• **EXERCISE AIM**
Your copy should match the listing below exactly, except that it holds no images.

• **EXERCISE MATERIALS**
%%
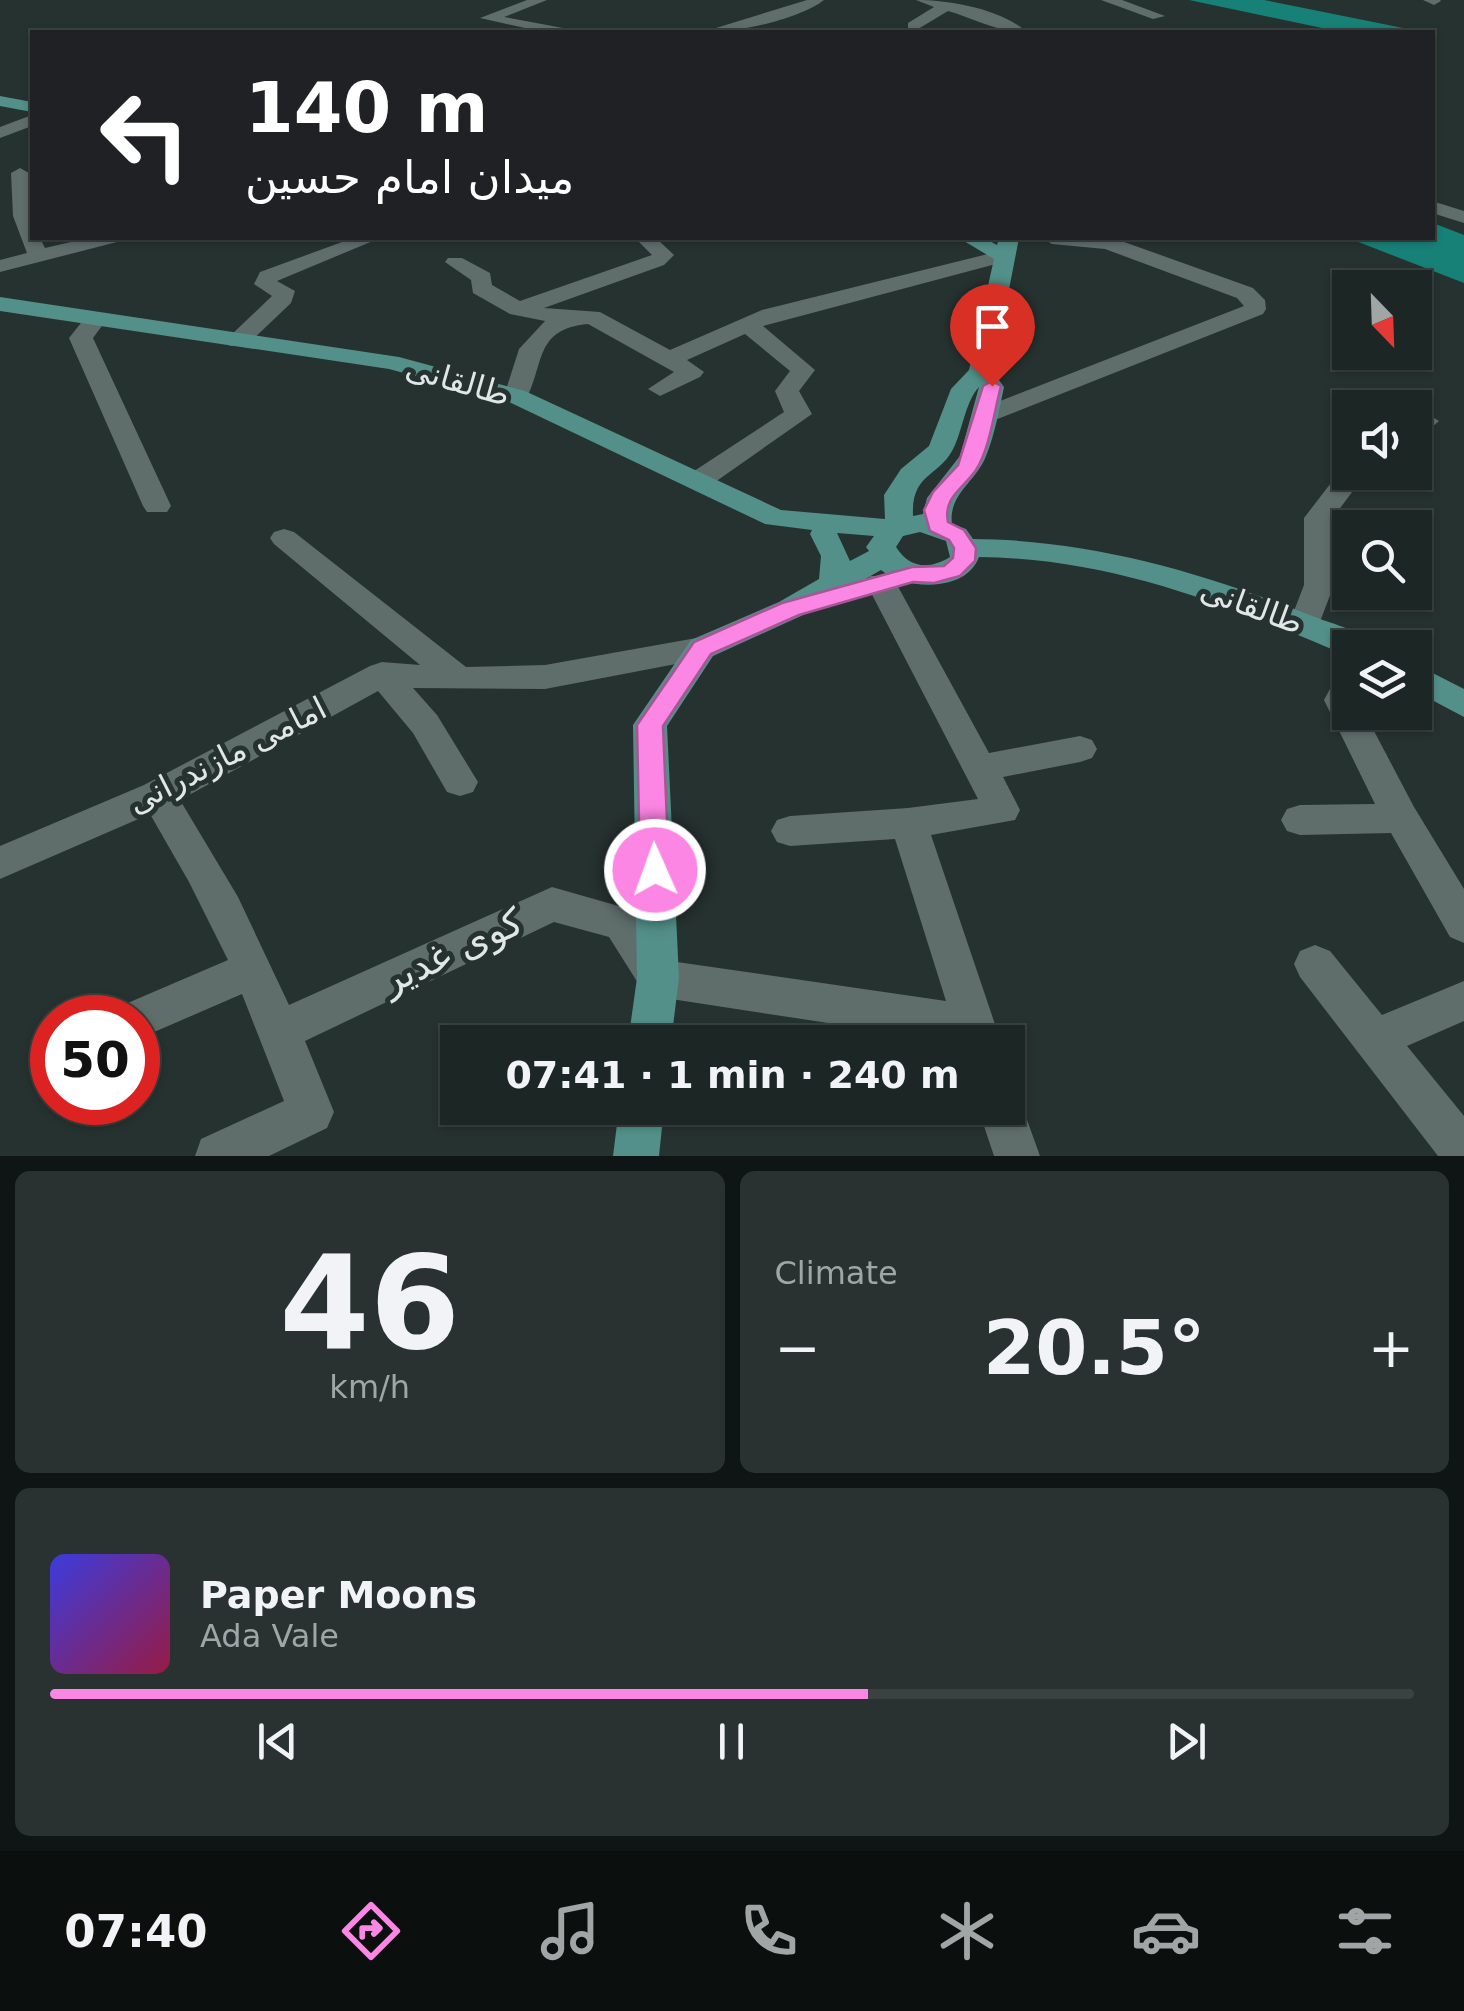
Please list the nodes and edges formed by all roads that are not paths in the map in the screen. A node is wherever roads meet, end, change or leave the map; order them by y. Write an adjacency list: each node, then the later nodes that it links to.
1 (540, 0): 8 (street)
2 (817, 0): 9 (street)
3 (923, 0): 5 (street)
4 (1108, 0): 6 (street)
5 (946, 6): 7 (street); 10 (street)
6 (1158, 16)
7 (914, 26)
8 (553, 30)
9 (718, 30)
10 (1016, 30)
11 (0, 93): 12 (main road)
12 (30, 98)
13 (0, 102): 14 (main road)
14 (30, 107)
15 (30, 125): 16 (street)
16 (0, 134)
17 (20, 173): 18 (street)
18 (9, 208): 27 (street)
19 (1435, 208): 20 (street)
20 (1464, 217)
21 (97, 240): 27 (street)
22 (365, 240): 35 (street)
23 (647, 240): 31 (street)
24 (977, 240): 26 (main road)
25 (1102, 240): 40 (street)
26 (1006, 247): 34 (street); 37 (main road)
27 (39, 256): 29 (street)
28 (455, 262): 31 (street)
29 (0, 266)
30 (0, 304): 32 (main road, طالقانی)
31 (518, 310): 33 (street)
32 (96, 319): 35 (main road, طالقانی); 43 (street)
33 (567, 319): 36 (street); 39 (street)
34 (745, 323): 36 (street); 41 (street)
35 (238, 341): 39 (main road, طالقانی)
36 (669, 359): 38 (street)
37 (981, 372): 40 (main road); 49 (main road)
38 (660, 390)
39 (516, 396): 41 (main road, طالقانی)
40 (986, 414): 45 (main road)
41 (698, 480): 44 (main road, طالقانی)
42 (1340, 490): 52 (street)
43 (156, 506)
44 (776, 518): 46 (main road); 49 (main road, طالقانی)
45 (938, 526): 48 (main road); 49 (main road)
46 (824, 534): 49 (main road); 50 (main road)
47 (284, 538): 57 (street)
48 (965, 548): 49 (main road); 52 (main road, طالقانی)
49 (892, 552): 50 (main road); 51 (main road); 63 (street)
50 (834, 584): 51 (main road)
51 (790, 609): 54 (main road)
52 (1305, 624): 53 (main road, طالقانی)
53 (1332, 636)
54 (702, 648): 55 (street); 59 (main road)
55 (634, 661): 57 (street); 59 (street)
56 (382, 674): 57 (street); 64 (street); 65 (street, امامی مازندرانی)
57 (460, 679)
58 (1432, 686): 60 (main road)
59 (672, 693): 74 (main road)
60 (1464, 705)
61 (1356, 730): 66 (street)
62 (1080, 750): 63 (street)
63 (981, 768): 68 (street)
64 (460, 782)
65 (157, 795): 70 (street, امامی مازندرانی); 73 (street)
66 (1401, 818): 67 (street); 71 (street)
67 (1300, 820)
68 (908, 823): 69 (street); 79 (street)
69 (790, 831)
70 (0, 863)
71 (1464, 925)
72 (1315, 964): 81 (street)
73 (251, 970): 76 (street); 80 (street)
74 (658, 978): 77 (main road); 78 (street); 80 (street, کوی غدیر)
75 (1464, 1002): 81 (street)
76 (160, 1009)
77 (652, 1025)
78 (927, 1025)
79 (975, 1025)
80 (280, 1031): 85 (street)
81 (1374, 1039): 84 (street)
82 (640, 1125): 86 (main road)
83 (1006, 1125): 87 (street)
84 (1455, 1140)
85 (218, 1156)
86 (636, 1156)
87 (1016, 1156)

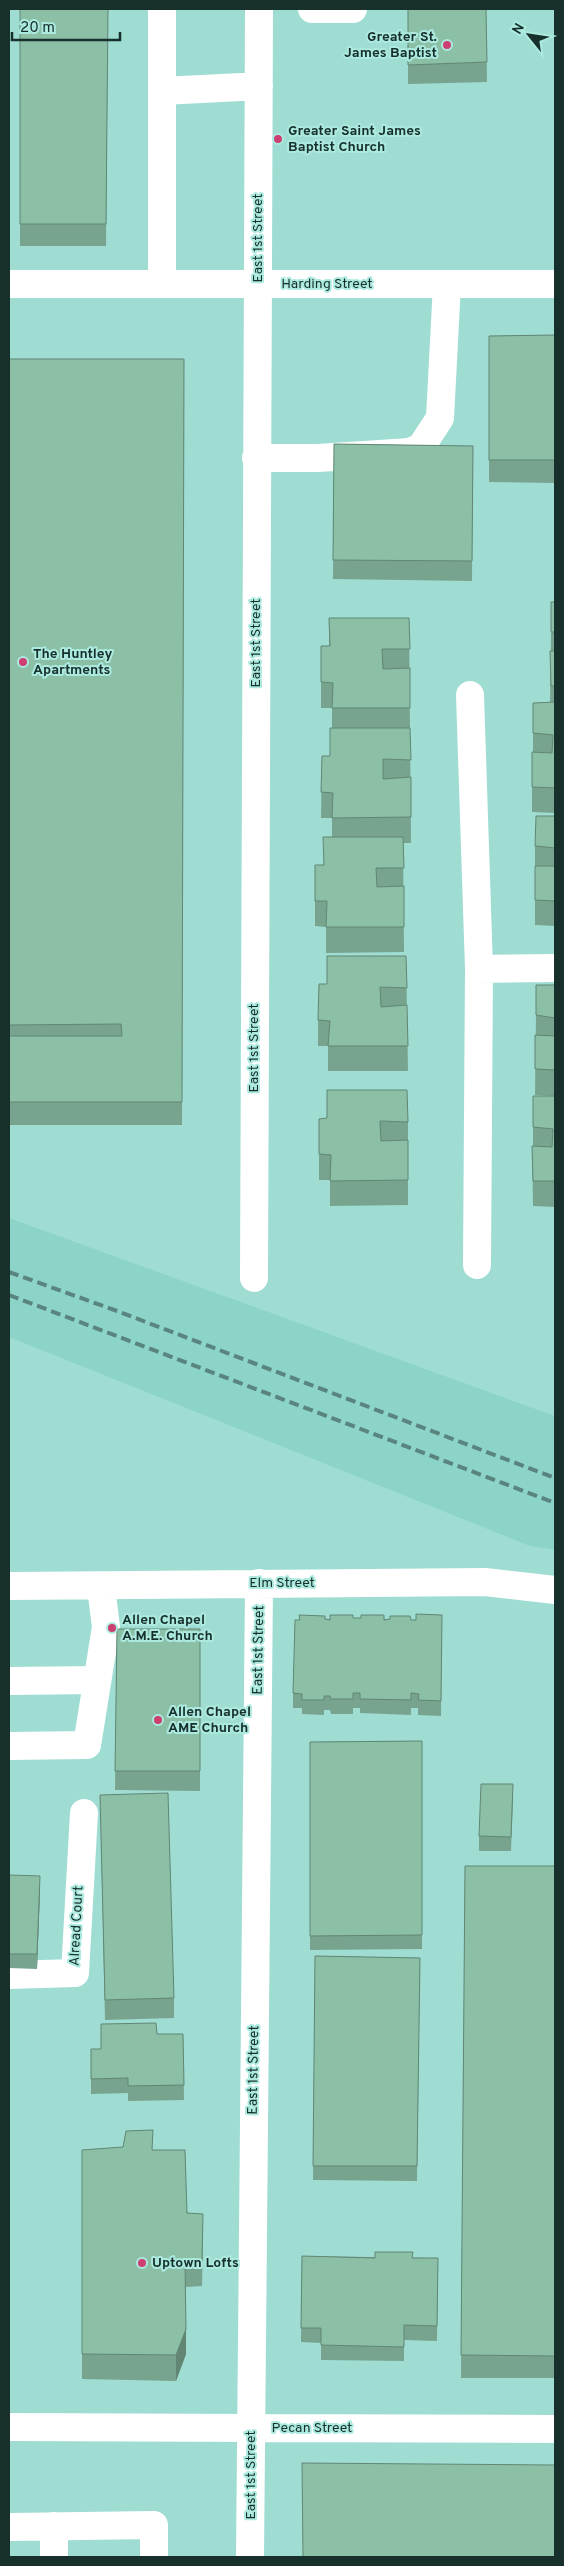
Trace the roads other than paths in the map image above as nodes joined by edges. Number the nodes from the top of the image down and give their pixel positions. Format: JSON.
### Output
{"nodes":[{"id":1,"x":162,"y":9,"type":"edge"},
{"id":2,"x":260,"y":9,"type":"edge"},
{"id":3,"x":312,"y":9,"type":"edge"},
{"id":4,"x":353,"y":9,"type":"edge"},
{"id":5,"x":259,"y":86,"type":"junction"},
{"id":6,"x":162,"y":91,"type":"junction"},
{"id":7,"x":9,"y":284,"type":"edge"},
{"id":8,"x":162,"y":284,"type":"junction"},
{"id":9,"x":257,"y":284,"type":"junction"},
{"id":10,"x":447,"y":284,"type":"junction"},
{"id":11,"x":555,"y":284,"type":"edge"},
{"id":12,"x":256,"y":458,"type":"junction"},
{"id":13,"x":470,"y":695,"type":"dead end"},
{"id":14,"x":555,"y":968,"type":"edge"},
{"id":15,"x":479,"y":969,"type":"junction"},
{"id":16,"x":477,"y":1264,"type":"dead end"},
{"id":17,"x":254,"y":1278,"type":"dead end"},
{"id":18,"x":259,"y":1582,"type":"junction"},
{"id":19,"x":9,"y":1586,"type":"edge"},
{"id":20,"x":101,"y":1587,"type":"junction"},
{"id":21,"x":555,"y":1590,"type":"edge"},
{"id":22,"x":97,"y":1680,"type":"junction"},
{"id":23,"x":9,"y":1681,"type":"edge"},
{"id":24,"x":9,"y":1746,"type":"edge"},
{"id":25,"x":84,"y":1813,"type":"dead end"},
{"id":26,"x":9,"y":1974,"type":"edge"},
{"id":27,"x":9,"y":2428,"type":"edge"},
{"id":28,"x":251,"y":2428,"type":"junction"},
{"id":29,"x":555,"y":2429,"type":"edge"},
{"id":30,"x":54,"y":2526,"type":"junction"},
{"id":31,"x":9,"y":2527,"type":"edge"},
{"id":32,"x":54,"y":2557,"type":"edge"},
{"id":33,"x":154,"y":2557,"type":"edge"},
{"id":34,"x":250,"y":2557,"type":"edge"}],
"edges":[{"from":1,"to":6,"type":"street"},
{"from":2,"to":5,"type":"street","name":"East 1st Street"},
{"from":3,"to":4,"type":"street"},
{"from":5,"to":6,"type":"street"},
{"from":5,"to":9,"type":"street","name":"East 1st Street"},
{"from":6,"to":8,"type":"street"},
{"from":7,"to":8,"type":"street","name":"Harding Street"},
{"from":8,"to":9,"type":"street","name":"Harding Street"},
{"from":9,"to":10,"type":"street","name":"Harding Street"},
{"from":9,"to":12,"type":"street","name":"East 1st Street"},
{"from":10,"to":11,"type":"street","name":"Harding Street"},
{"from":10,"to":12,"type":"street"},
{"from":12,"to":17,"type":"street","name":"East 1st Street"},
{"from":13,"to":15,"type":"street"},
{"from":14,"to":15,"type":"street"},
{"from":15,"to":16,"type":"street"},
{"from":18,"to":20,"type":"street","name":"Elm Street"},
{"from":18,"to":21,"type":"street","name":"Elm Street"},
{"from":18,"to":28,"type":"street","name":"East 1st Street"},
{"from":19,"to":20,"type":"street","name":"Elm Street"},
{"from":20,"to":22,"type":"street"},
{"from":22,"to":23,"type":"street"},
{"from":22,"to":24,"type":"street"},
{"from":25,"to":26,"type":"street","name":"Alread Court"},
{"from":27,"to":28,"type":"street","name":"Pecan Street"},
{"from":28,"to":29,"type":"street","name":"Pecan Street"},
{"from":28,"to":34,"type":"street","name":"East 1st Street"},
{"from":30,"to":31,"type":"street"},
{"from":30,"to":32,"type":"street"},
{"from":30,"to":33,"type":"street"}]}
%%
• **SOLUTION TO THE EXERCISE**
Please list the nodes and edges formed by all roads that are not paths in the map in the screen. A node is wherever roads meet, end, change or leave the map; order them by y. Write an adjacency list: each node, then the later nodes that it links to.
1 (540, 0): 8 (street)
2 (817, 0): 9 (street)
3 (923, 0): 5 (street)
4 (1108, 0): 6 (street)
5 (946, 6): 7 (street); 10 (street)
6 (1158, 16)
7 (914, 26)
8 (553, 30)
9 (718, 30)
10 (1016, 30)
11 (0, 93): 12 (main road)
12 (30, 98)
13 (0, 102): 14 (main road)
14 (30, 107)
15 (30, 125): 16 (street)
16 (0, 134)
17 (20, 173): 18 (street)
18 (9, 208): 27 (street)
19 (1435, 208): 20 (street)
20 (1464, 217)
21 (97, 240): 27 (street)
22 (365, 240): 35 (street)
23 (647, 240): 31 (street)
24 (977, 240): 26 (main road)
25 (1102, 240): 40 (street)
26 (1006, 247): 34 (street); 37 (main road)
27 (39, 256): 29 (street)
28 (455, 262): 31 (street)
29 (0, 266)
30 (0, 304): 32 (main road, طالقانی)
31 (518, 310): 33 (street)
32 (96, 319): 35 (main road, طالقانی); 43 (street)
33 (567, 319): 36 (street); 39 (street)
34 (745, 323): 36 (street); 41 (street)
35 (238, 341): 39 (main road, طالقانی)
36 (669, 359): 38 (street)
37 (981, 372): 40 (main road); 49 (main road)
38 (660, 390)
39 (516, 396): 41 (main road, طالقانی)
40 (986, 414): 45 (main road)
41 (698, 480): 44 (main road, طالقانی)
42 (1340, 490): 52 (street)
43 (156, 506)
44 (776, 518): 46 (main road); 49 (main road, طالقانی)
45 (938, 526): 48 (main road); 49 (main road)
46 (824, 534): 49 (main road); 50 (main road)
47 (284, 538): 57 (street)
48 (965, 548): 49 (main road); 52 (main road, طالقانی)
49 (892, 552): 50 (main road); 51 (main road); 63 (street)
50 (834, 584): 51 (main road)
51 (790, 609): 54 (main road)
52 (1305, 624): 53 (main road, طالقانی)
53 (1332, 636)
54 (702, 648): 55 (street); 59 (main road)
55 (634, 661): 57 (street); 59 (street)
56 (382, 674): 57 (street); 64 (street); 65 (street, امامی مازندرانی)
57 (460, 679)
58 (1432, 686): 60 (main road)
59 (672, 693): 74 (main road)
60 (1464, 705)
61 (1356, 730): 66 (street)
62 (1080, 750): 63 (street)
63 (981, 768): 68 (street)
64 (460, 782)
65 (157, 795): 70 (street, امامی مازندرانی); 73 (street)
66 (1401, 818): 67 (street); 71 (street)
67 (1300, 820)
68 (908, 823): 69 (street); 79 (street)
69 (790, 831)
70 (0, 863)
71 (1464, 925)
72 (1315, 964): 81 (street)
73 (251, 970): 76 (street); 80 (street)
74 (658, 978): 77 (main road); 78 (street); 80 (street, کوی غدیر)
75 (1464, 1002): 81 (street)
76 (160, 1009)
77 (652, 1025)
78 (927, 1025)
79 (975, 1025)
80 (280, 1031): 85 (street)
81 (1374, 1039): 84 (street)
82 (640, 1125): 86 (main road)
83 (1006, 1125): 87 (street)
84 (1455, 1140)
85 (218, 1156)
86 (636, 1156)
87 (1016, 1156)

Trace the roads other than paths in the map image above as nodes joined by edges. Number the nodes from the top of the image down and give their pixel positions. Format: JSON.
### Output
{"nodes":[{"id":1,"x":162,"y":9,"type":"edge"},
{"id":2,"x":260,"y":9,"type":"edge"},
{"id":3,"x":312,"y":9,"type":"edge"},
{"id":4,"x":353,"y":9,"type":"edge"},
{"id":5,"x":259,"y":86,"type":"junction"},
{"id":6,"x":162,"y":91,"type":"junction"},
{"id":7,"x":9,"y":284,"type":"edge"},
{"id":8,"x":162,"y":284,"type":"junction"},
{"id":9,"x":257,"y":284,"type":"junction"},
{"id":10,"x":447,"y":284,"type":"junction"},
{"id":11,"x":555,"y":284,"type":"edge"},
{"id":12,"x":256,"y":458,"type":"junction"},
{"id":13,"x":470,"y":695,"type":"dead end"},
{"id":14,"x":555,"y":968,"type":"edge"},
{"id":15,"x":479,"y":969,"type":"junction"},
{"id":16,"x":477,"y":1264,"type":"dead end"},
{"id":17,"x":254,"y":1278,"type":"dead end"},
{"id":18,"x":259,"y":1582,"type":"junction"},
{"id":19,"x":9,"y":1586,"type":"edge"},
{"id":20,"x":101,"y":1587,"type":"junction"},
{"id":21,"x":555,"y":1590,"type":"edge"},
{"id":22,"x":97,"y":1680,"type":"junction"},
{"id":23,"x":9,"y":1681,"type":"edge"},
{"id":24,"x":9,"y":1746,"type":"edge"},
{"id":25,"x":84,"y":1813,"type":"dead end"},
{"id":26,"x":9,"y":1974,"type":"edge"},
{"id":27,"x":9,"y":2428,"type":"edge"},
{"id":28,"x":251,"y":2428,"type":"junction"},
{"id":29,"x":555,"y":2429,"type":"edge"},
{"id":30,"x":54,"y":2526,"type":"junction"},
{"id":31,"x":9,"y":2527,"type":"edge"},
{"id":32,"x":54,"y":2557,"type":"edge"},
{"id":33,"x":154,"y":2557,"type":"edge"},
{"id":34,"x":250,"y":2557,"type":"edge"}],
"edges":[{"from":1,"to":6,"type":"street"},
{"from":2,"to":5,"type":"street","name":"East 1st Street"},
{"from":3,"to":4,"type":"street"},
{"from":5,"to":6,"type":"street"},
{"from":5,"to":9,"type":"street","name":"East 1st Street"},
{"from":6,"to":8,"type":"street"},
{"from":7,"to":8,"type":"street","name":"Harding Street"},
{"from":8,"to":9,"type":"street","name":"Harding Street"},
{"from":9,"to":10,"type":"street","name":"Harding Street"},
{"from":9,"to":12,"type":"street","name":"East 1st Street"},
{"from":10,"to":11,"type":"street","name":"Harding Street"},
{"from":10,"to":12,"type":"street"},
{"from":12,"to":17,"type":"street","name":"East 1st Street"},
{"from":13,"to":15,"type":"street"},
{"from":14,"to":15,"type":"street"},
{"from":15,"to":16,"type":"street"},
{"from":18,"to":20,"type":"street","name":"Elm Street"},
{"from":18,"to":21,"type":"street","name":"Elm Street"},
{"from":18,"to":28,"type":"street","name":"East 1st Street"},
{"from":19,"to":20,"type":"street","name":"Elm Street"},
{"from":20,"to":22,"type":"street"},
{"from":22,"to":23,"type":"street"},
{"from":22,"to":24,"type":"street"},
{"from":25,"to":26,"type":"street","name":"Alread Court"},
{"from":27,"to":28,"type":"street","name":"Pecan Street"},
{"from":28,"to":29,"type":"street","name":"Pecan Street"},
{"from":28,"to":34,"type":"street","name":"East 1st Street"},
{"from":30,"to":31,"type":"street"},
{"from":30,"to":32,"type":"street"},
{"from":30,"to":33,"type":"street"}]}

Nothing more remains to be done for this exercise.